Sergio si sente dire dal curatore fallimentare  che avrebbe dovuto fallire prima ‘lei doveva chiudere e licenziare tutti, non lo ha fatto, ha messo nei guai  l’azienda per un milione, e lo voglio da lei’.  Somma  che ora si pretende da lui per i mutui contratti dando in garanzia casa e uffici.

‘In questo Paese il fallito sei tu, non l’azienda’ e ricorda  che dal 2010 al 2017 ci sono stati 8050 suicidi di piccoli imprenditori. Debitori incolpevoli, li definisce.

Sergio Bramini ha subito lo sfratto dalla  propria casa sotto la sorveglianza  di  60 poliziotti in assetto antisommossa.

Con coraggio da leone e l’onestà che ha accompagnato la sua vita, vincendo la riservatezza, ci ha messo la faccia, pulita , ha scritto un cartello per  raccontare la vicenda e si è piazzato  davanti al palazzo di Giustizia di Milano e poi al  tribunale di Monza.

La vicenda, venuta alla luce e pubblicizzata dai media in maniera piuttosto soft, dà un bello spaccato sulle insensate e crudeli  vicende giudiziarie del nostro Paese.

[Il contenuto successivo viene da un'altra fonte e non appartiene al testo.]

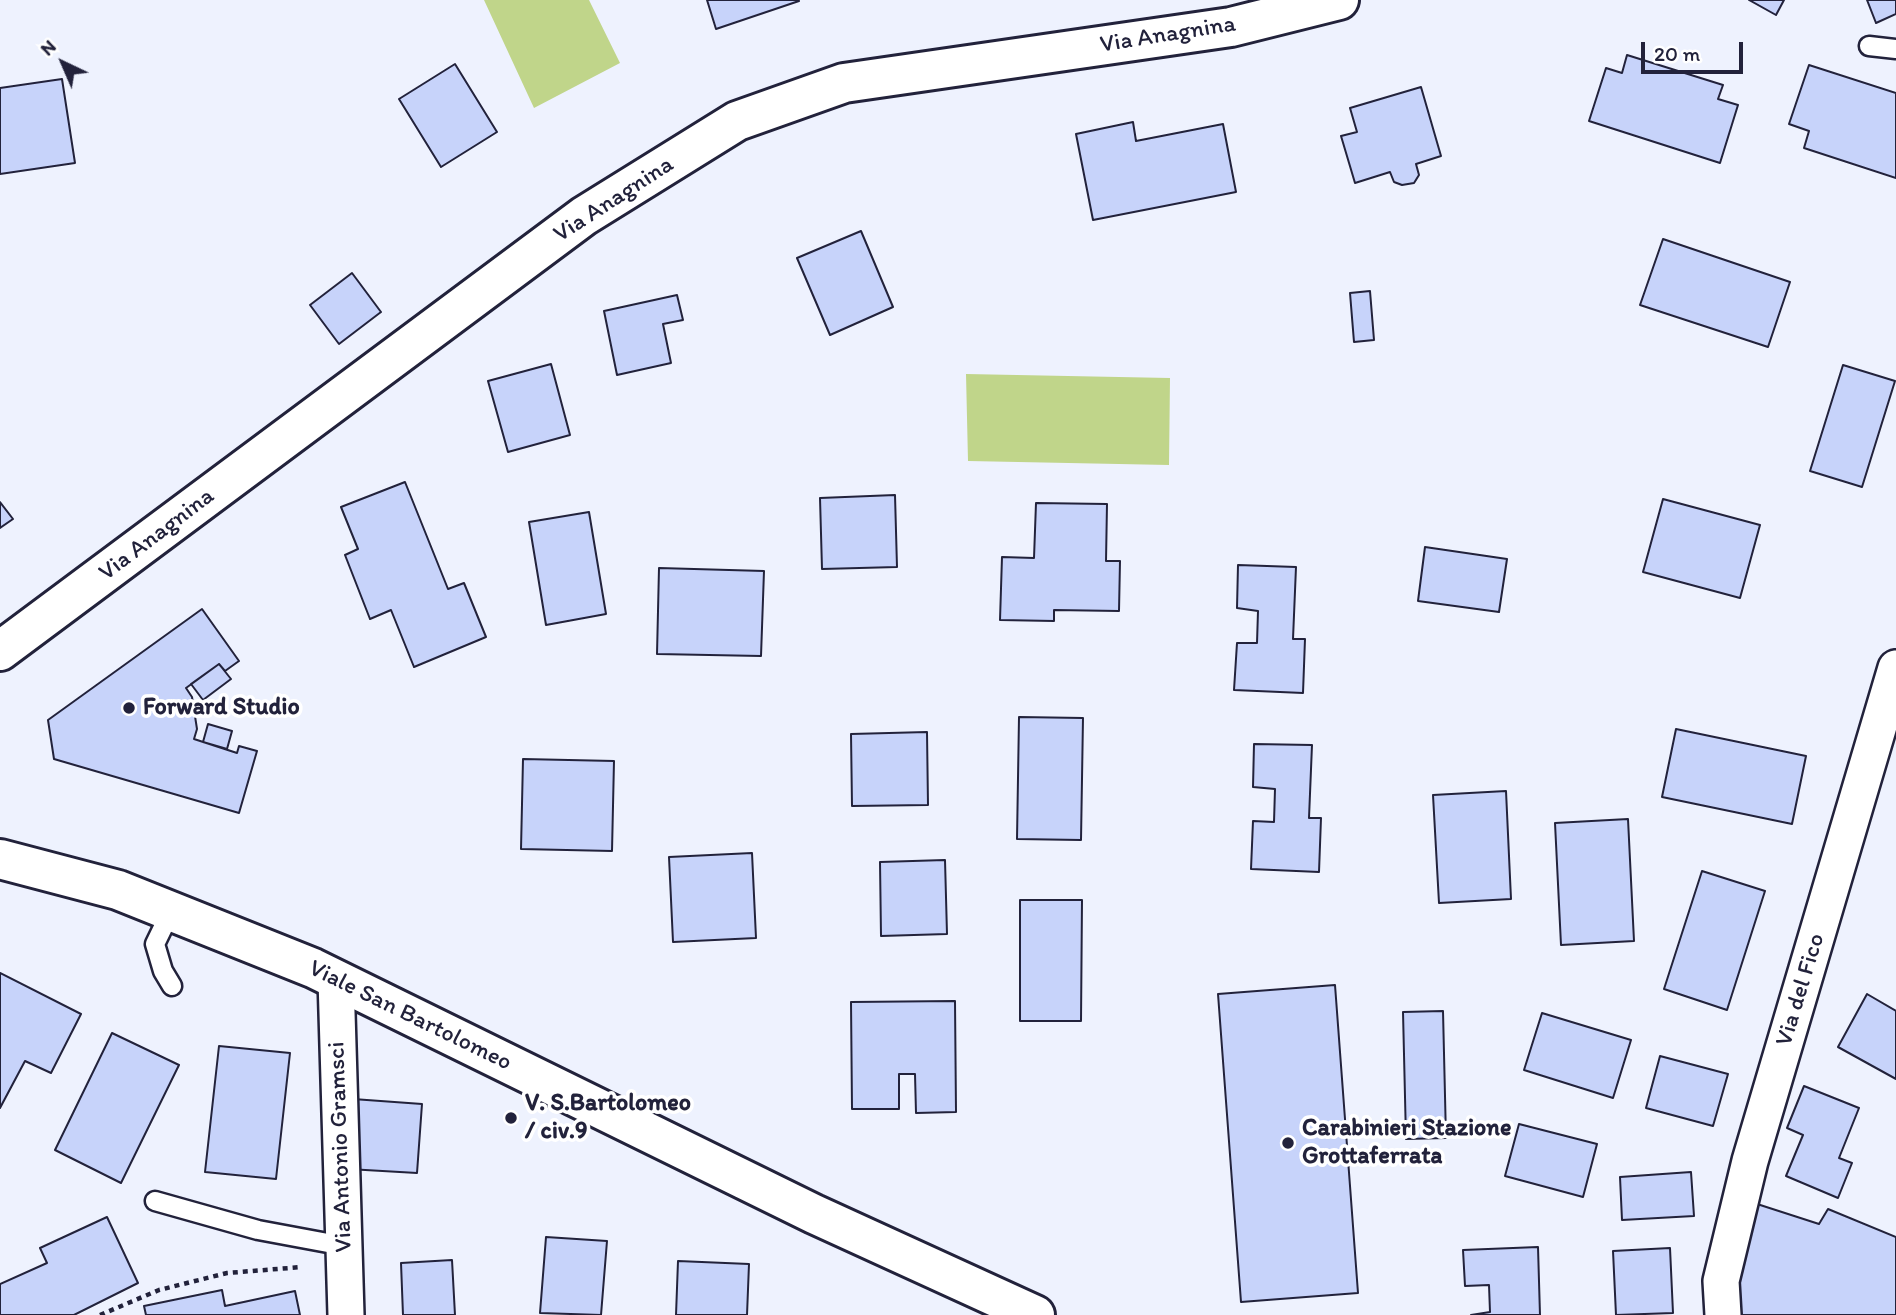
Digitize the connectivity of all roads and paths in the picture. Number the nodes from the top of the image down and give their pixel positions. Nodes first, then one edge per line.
1 (1339, 0) edge
2 (1869, 46) dead end
3 (1896, 49) edge
4 (0, 651) edge
5 (1896, 668) edge
6 (0, 859) edge
7 (171, 911) junction
8 (336, 979) junction
9 (172, 986) dead end
10 (155, 1202) dead end
11 (345, 1255) junction
12 (100, 1315) edge
13 (346, 1315) edge
14 (1035, 1315) edge
15 (1723, 1315) edge

1 - 4 main road, Via Anagnina
2 - 3 lane
5 - 15 street, Via del Fico
6 - 7 main road, Viale San Bartolomeo
7 - 8 main road, Viale San Bartolomeo
7 - 9 lane
8 - 11 street, Via Antonio Gramsci
8 - 14 main road, Viale San Bartolomeo
10 - 11 lane
11 - 12 path
11 - 13 street, Via Antonio Gramsci

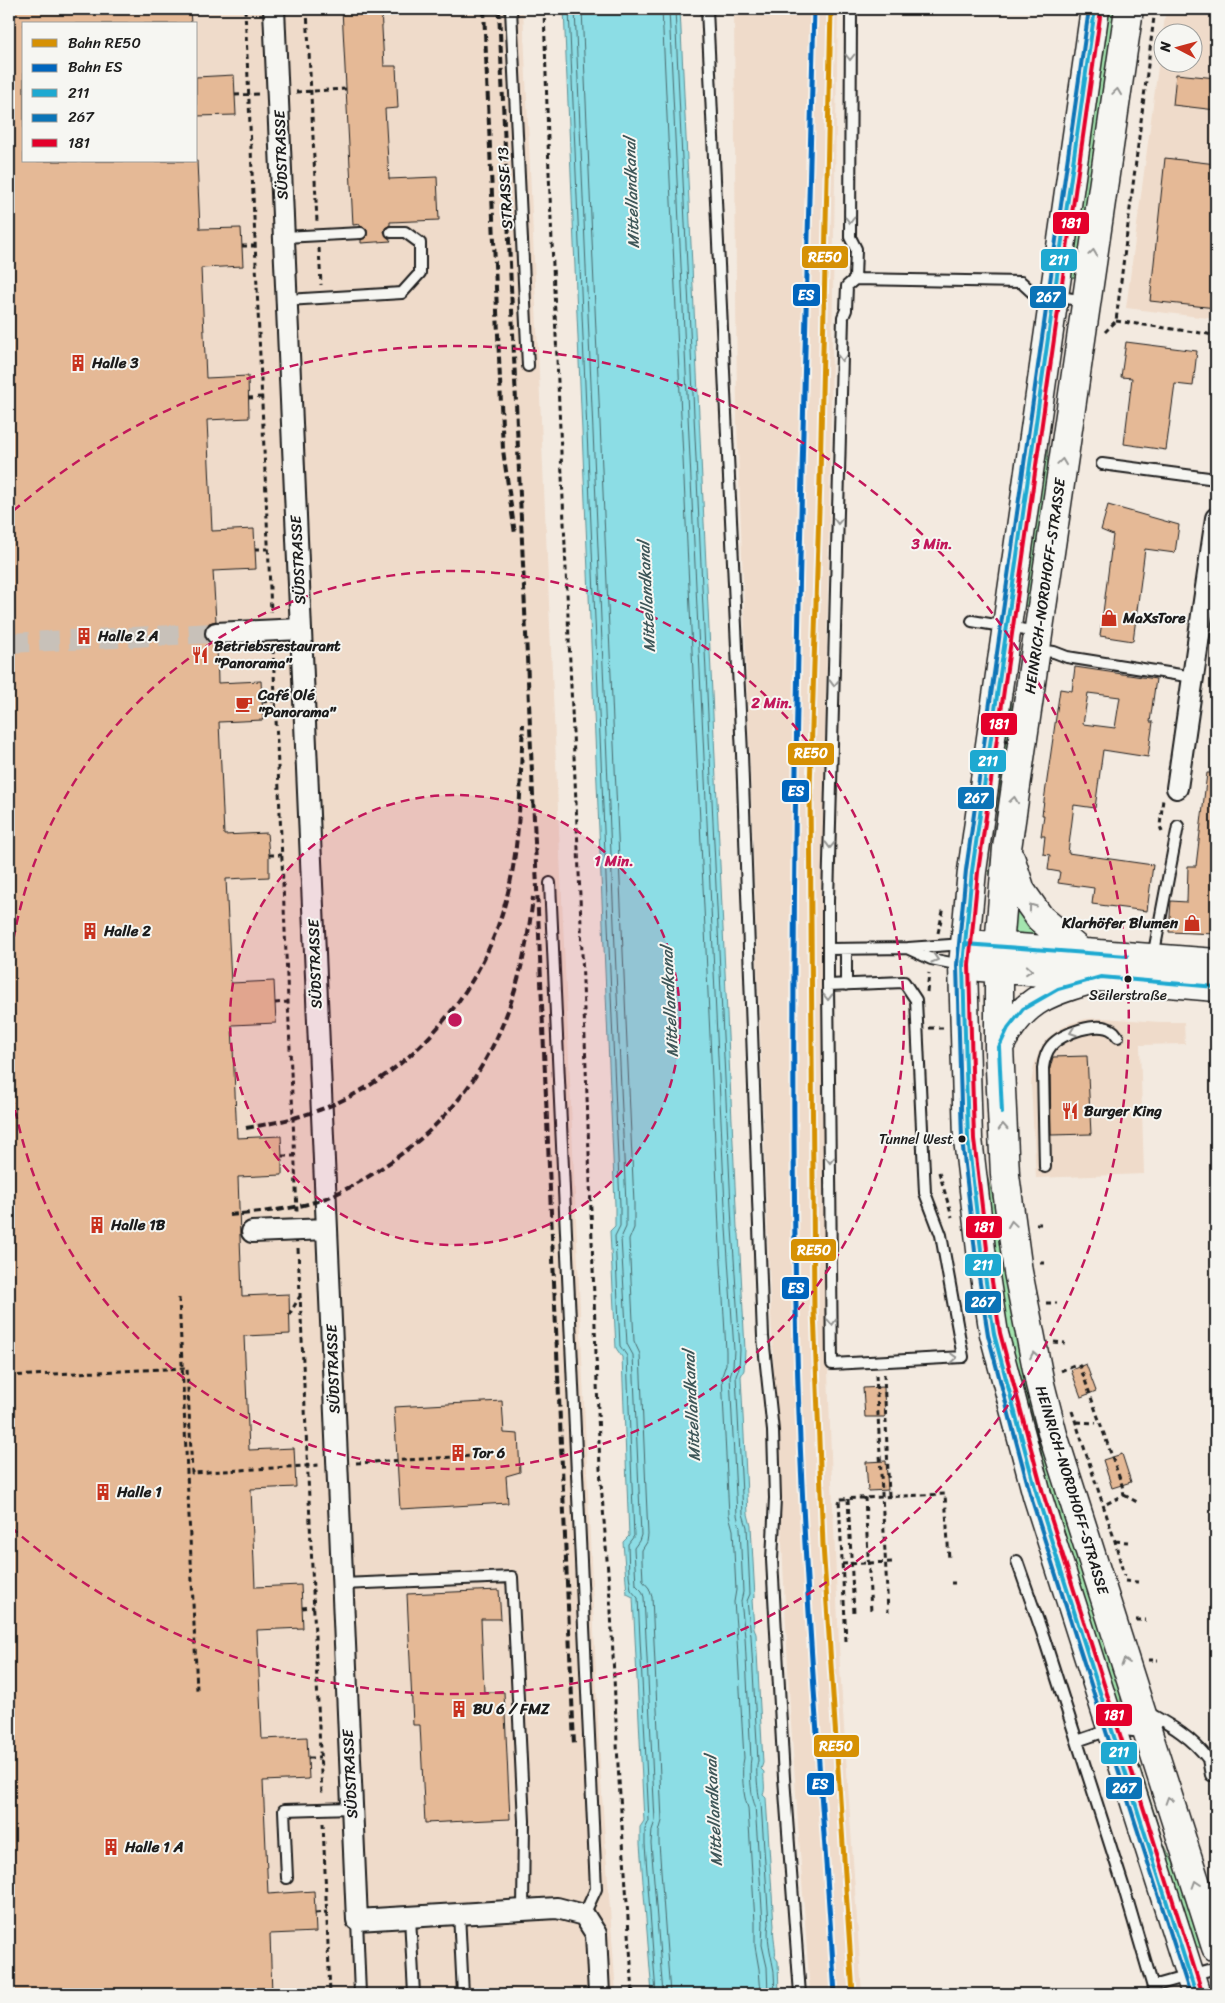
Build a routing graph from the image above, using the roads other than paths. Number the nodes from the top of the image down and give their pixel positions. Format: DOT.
graph roads {
  1 [pos="274,9"];
  2 [pos="512,9"];
  3 [pos="707,9"];
  4 [pos="851,9"];
  5 [pos="1095,9"];
  6 [pos="1129,9"];
  7 [pos="391,232"];
  8 [pos="361,233"];
  9 [pos="284,236"];
  10 [pos="855,279"];
  11 [pos="1054,297"];
  12 [pos="287,300"];
  13 [pos="1086,301"];
  14 [pos="528,366"];
  15 [pos="1102,464"];
  16 [pos="1216,479"];
  17 [pos="1216,518"];
  18 [pos="972,620"];
  19 [pos="1005,626"];
  20 [pos="301,629"];
  21 [pos="216,633"];
  22 [pos="1036,641"];
  23 [pos="1193,677"];
  24 [pos="1170,791"];
  25 [pos="1178,826"];
  26 [pos="1008,848"];
  27 [pos="550,883"];
  28 [pos="908,948"];
  29 [pos="828,949"];
  30 [pos="846,949"];
  31 [pos="1080,952"];
  32 [pos="964,955"];
  33 [pos="999,957"];
  34 [pos="1153,958"];
  35 [pos="1216,963"];
  36 [pos="1101,977"];
  37 [pos="828,985"];
  38 [pos="846,985"];
  39 [pos="1216,987"];
  40 [pos="1118,1037"];
  41 [pos="999,1047"];
  42 [pos="1045,1167"];
  43 [pos="327,1229"];
  44 [pos="252,1232"];
  45 [pos="1017,1561"];
  46 [pos="342,1584"];
  47 [pos="1144,1720"];
  48 [pos="1112,1729"];
  49 [pos="1077,1741"];
  50 [pos="1212,1759"];
  51 [pos="1211,1775"];
  52 [pos="352,1808"];
  53 [pos="287,1878"];
  54 [pos="523,1911"];
  55 [pos="459,1913"];
  56 [pos="584,1915"];
  57 [pos="410,1917"];
  58 [pos="357,1920"];
  59 [pos="1216,1947"];
  60 [pos="1216,1968"];
  61 [pos="1193,1985"];
  62 [pos="1154,1990"];
  63 [pos="360,1994"];
  64 [pos="414,1994"];
  65 [pos="463,1994"];
  66 [pos="598,1994"];
  67 [pos="800,1994"];
  1 -- 9 [label="street, SÜDSTRASSE"];
  2 -- 14 [label="lane, STRASSE 13"];
  3 -- 67 [label="lane"];
  4 -- 10 [label="lane, one-way"];
  5 -- 11 [label="main road, HEINRICH-NORDHOFF-STRASSE"];
  13 -- 6 [label="main road, HEINRICH-NORDHOFF-STRASSE, one-way"];
  7 -- 12 [label="lane"];
  8 -- 9 [label="lane"];
  9 -- 12 [label="street, SÜDSTRASSE"];
  10 -- 11 [label="lane"];
  10 -- 29 [label="lane, one-way"];
  11 -- 13 [label="lane"];
  11 -- 19 [label="main road, HEINRICH-NORDHOFF-STRASSE"];
  12 -- 20 [label="street, SÜDSTRASSE"];
  22 -- 13 [label="main road, HEINRICH-NORDHOFF-STRASSE, one-way"];
  15 -- 16 [label="lane"];
  17 -- 23 [label="street"];
  18 -- 19 [label="lane"];
  19 -- 22 [label="lane"];
  19 -- 32 [label="main road, HEINRICH-NORDHOFF-STRASSE"];
  20 -- 21 [label="street"];
  20 -- 43 [label="street, SÜDSTRASSE"];
  22 -- 23 [label="lane"];
  26 -- 22 [label="main road, HEINRICH-NORDHOFF-STRASSE, one-way"];
  23 -- 24 [label="street"];
  25 -- 34 [label="lane"];
  31 -- 26 [label="main road, one-way"];
  26 -- 33 [label="main road, HEINRICH-NORDHOFF-STRASSE"];
  27 -- 56 [label="lane"];
  28 -- 30 [label="lane"];
  28 -- 32 [label="lane"];
  28 -- 32 [label="lane, one-way"];
  29 -- 30 [label="lane"];
  29 -- 37 [label="lane"];
  30 -- 38 [label="lane"];
  31 -- 33 [label="main road"];
  31 -- 34 [label="main road"];
  32 -- 33 [label="main road"];
  32 -- 48 [label="main road, HEINRICH-NORDHOFF-STRASSE"];
  33 -- 36 [label="main road, one-way"];
  33 -- 41 [label="main road, HEINRICH-NORDHOFF-STRASSE"];
  34 -- 35 [label="main road"];
  36 -- 39 [label="main road"];
  36 -- 41 [label="main road"];
  37 -- 38 [label="lane"];
  37 -- 38 [label="lane, one-way"];
  40 -- 42 [label="lane, one-way"];
  47 -- 41 [label="main road, HEINRICH-NORDHOFF-STRASSE, one-way"];
  43 -- 44 [label="street"];
  43 -- 46 [label="street, SÜDSTRASSE"];
  45 -- 49 [label="lane"];
  46 -- 52 [label="street, SÜDSTRASSE"];
  46 -- 54 [label="lane"];
  47 -- 48 [label="lane"];
  47 -- 50 [label="lane"];
  59 -- 47 [label="main road, HEINRICH-NORDHOFF-STRASSE, one-way"];
  48 -- 49 [label="lane"];
  48 -- 61 [label="main road, HEINRICH-NORDHOFF-STRASSE"];
  49 -- 62 [label="lane"];
  50 -- 51 [label="lane"];
  52 -- 53 [label="lane"];
  52 -- 58 [label="street, SÜDSTRASSE"];
  54 -- 55 [label="street"];
  54 -- 56 [label="street"];
  55 -- 57 [label="street"];
  55 -- 65 [label="lane"];
  56 -- 66 [label="street"];
  57 -- 58 [label="street"];
  57 -- 64 [label="lane"];
  58 -- 63 [label="lane"];
  60 -- 61 [label="lane"];
  61 -- 62 [label="lane"];
}
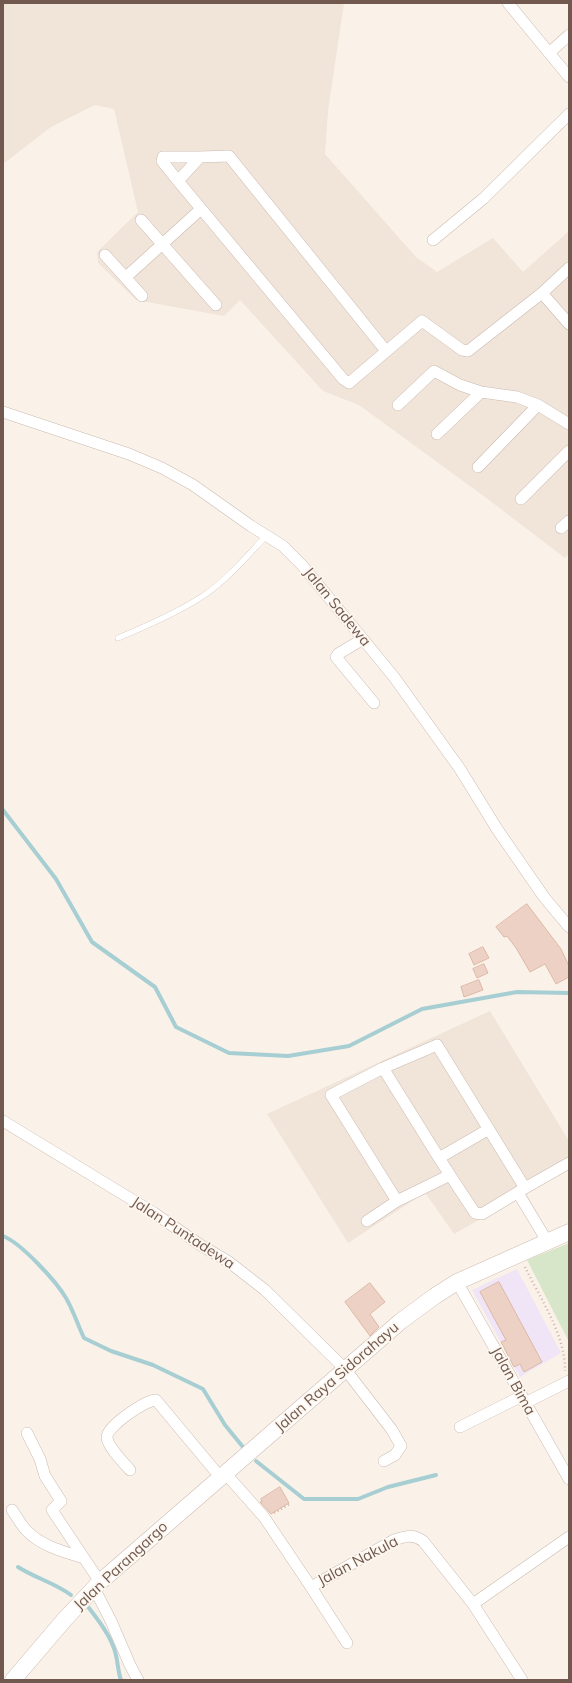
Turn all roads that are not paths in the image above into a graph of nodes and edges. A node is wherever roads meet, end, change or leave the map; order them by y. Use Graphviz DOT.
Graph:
graph roads {
  1 [pos="508,3"];
  2 [pos="569,35"];
  3 [pos="549,53"];
  4 [pos="569,77"];
  5 [pos="569,114"];
  6 [pos="200,157"];
  7 [pos="178,181"];
  8 [pos="201,209"];
  9 [pos="141,220"];
  10 [pos="433,240"];
  11 [pos="163,243"];
  12 [pos="105,256"];
  13 [pos="569,268"];
  14 [pos="126,277"];
  15 [pos="542,293"];
  16 [pos="142,296"];
  17 [pos="216,305"];
  18 [pos="569,324"];
  19 [pos="386,351"];
  20 [pos="481,392"];
  21 [pos="398,405"];
  22 [pos="538,405"];
  23 [pos="3,412"];
  24 [pos="569,424"];
  25 [pos="437,434"];
  26 [pos="569,450"];
  27 [pos="478,467"];
  28 [pos="521,499"];
  29 [pos="569,521"];
  30 [pos="561,528"];
  31 [pos="268,535"];
  32 [pos="118,638"];
  33 [pos="363,639"];
  34 [pos="374,703"];
  35 [pos="569,927"];
  36 [pos="383,1068"];
  37 [pos="3,1121"];
  38 [pos="489,1129"];
  39 [pos="439,1158"];
  40 [pos="569,1163"];
  41 [pos="450,1175"];
  42 [pos="522,1191"];
  43 [pos="397,1201"];
  44 [pos="367,1221"];
  45 [pos="569,1232"];
  46 [pos="548,1240"];
  47 [pos="457,1282"];
  48 [pos="345,1369"];
  49 [pos="567,1382"];
  50 [pos="524,1400"];
  51 [pos="460,1427"];
  52 [pos="27,1432"];
  53 [pos="384,1461"];
  54 [pos="130,1470"];
  55 [pos="223,1476"];
  56 [pos="569,1479"];
  57 [pos="12,1510"];
  58 [pos="569,1537"];
  59 [pos="84,1558"];
  60 [pos="97,1585"];
  61 [pos="311,1587"];
  62 [pos="473,1604"];
  63 [pos="347,1643"];
  64 [pos="13,1680"];
  65 [pos="138,1680"];
  66 [pos="522,1680"];
  1 -- 3 [label="street"];
  2 -- 3 [label="street"];
  3 -- 4 [label="street"];
  5 -- 10 [label="street"];
  6 -- 7 [label="street"];
  6 -- 7 [label="street"];
  6 -- 19 [label="street"];
  7 -- 8 [label="street"];
  8 -- 11 [label="street"];
  8 -- 19 [label="street"];
  9 -- 11 [label="street"];
  11 -- 14 [label="street"];
  11 -- 17 [label="street"];
  12 -- 14 [label="street"];
  13 -- 15 [label="street"];
  14 -- 16 [label="street"];
  15 -- 18 [label="street"];
  15 -- 19 [label="street"];
  20 -- 21 [label="street"];
  20 -- 22 [label="street"];
  20 -- 25 [label="street"];
  22 -- 24 [label="street"];
  22 -- 27 [label="street"];
  23 -- 31 [label="street, Jalan Sadewa"];
  26 -- 28 [label="street"];
  29 -- 30 [label="street"];
  31 -- 32 [label="lane"];
  31 -- 33 [label="street, Jalan Sadewa"];
  33 -- 34 [label="street"];
  33 -- 35 [label="street, Jalan Sadewa"];
  36 -- 38 [label="street"];
  36 -- 39 [label="street"];
  36 -- 43 [label="street"];
  37 -- 48 [label="street, Jalan Puntadewa"];
  38 -- 39 [label="street"];
  38 -- 42 [label="street"];
  39 -- 41 [label="street"];
  40 -- 42 [label="street"];
  41 -- 42 [label="street"];
  41 -- 43 [label="street"];
  42 -- 46 [label="street"];
  43 -- 44 [label="street"];
  45 -- 46 [label="main road, Jalan Raya Sidorahayu"];
  46 -- 47 [label="main road, Jalan Raya Sidorahayu"];
  47 -- 48 [label="main road, Jalan Raya Sidorahayu"];
  47 -- 50 [label="street, Jalan Bima"];
  48 -- 53 [label="street, Jalan Puntadewa"];
  48 -- 55 [label="main road, Jalan Raya Sidorahayu"];
  49 -- 50 [label="street"];
  50 -- 51 [label="street"];
  50 -- 56 [label="street, Jalan Bima"];
  52 -- 59 [label="street"];
  54 -- 55 [label="street, Jalan Nakula"];
  55 -- 60 [label="main road, Jalan Parangargo"];
  55 -- 61 [label="street, Jalan Nakula"];
  57 -- 59 [label="street"];
  58 -- 62 [label="street"];
  59 -- 60 [label="street"];
  60 -- 64 [label="main road, Jalan Parangargo"];
  60 -- 65 [label="street"];
  61 -- 62 [label="street, Jalan Nakula"];
  61 -- 63 [label="street"];
  62 -- 66 [label="street, Jalan Nakula"];
}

Da allora Sergio Bramini si batte per i diritti delle persone.

Per le persone  che fanno impresa in Italia. Si batte per riformare  le leggi  a favore delle banche, si batte  per l’abrogazione dell’art. 560 della legge 119/2016, legge Renzi/Boschi, che permette di cacciare, con la polizia ed il fabbro da casa ‘propria’ chiunque capiti nelle maglie dell’ingiustizia; anziani, minori, invalidi… abitazione libera per impreziosire l’asta. In palese contrasto con i diritti costituzionali ed umani.

Sottolineo che spesso lo sloggio avviene agevolato da un TSO: un sedativo somministrato d’ufficio  per aiutare a superare il momento. Il sistema non gradisce che ci siano manifestazioni emotive. L’asta è una pratica, la tua casa una cifra, la persona un soggetto inadempiente, i preposti allo sloggio…esecutori di ordini.

La misura della lealtà de Sergio Bramini, onesto galantuomo,  è espressa tutta nella sua frase di commiato:

“Il consiglio che vi do? Tenete duro. In questo Paese ha del coraggio chi fa impresa, ed affronta il 74% di tasse, tra personali e societarie. Rimanete in Italia. L’Italia ha bisogno di voi, manteniamo la cultura e la vita dell’Italia, tutti assieme. Io non faccio politica, lavoro per il buonsenso, se siamo uniti e rimaniamo uniti, noi possiamo creare un cambiamento.  Culturale, prima che  politico.”

 

 

Tanta saggezza in questa sua frase: Stiamo uniti.

Perché le cose non capitano sempre agli altri. Gli altri siamo noi.

Grazie a Sergio Bramini per le sue parole e per il coraggio dell’onestà, per averci fatto respirare il profumo di un agire che ha ancora a cuore l’ideale di un Paese giusto, dove le persone sono libere di donare , attraverso il lavoro,  il proprio valore per tener viva la memoria di quello che è stato un grande Paese  e la promessa di una sua futura prosperità.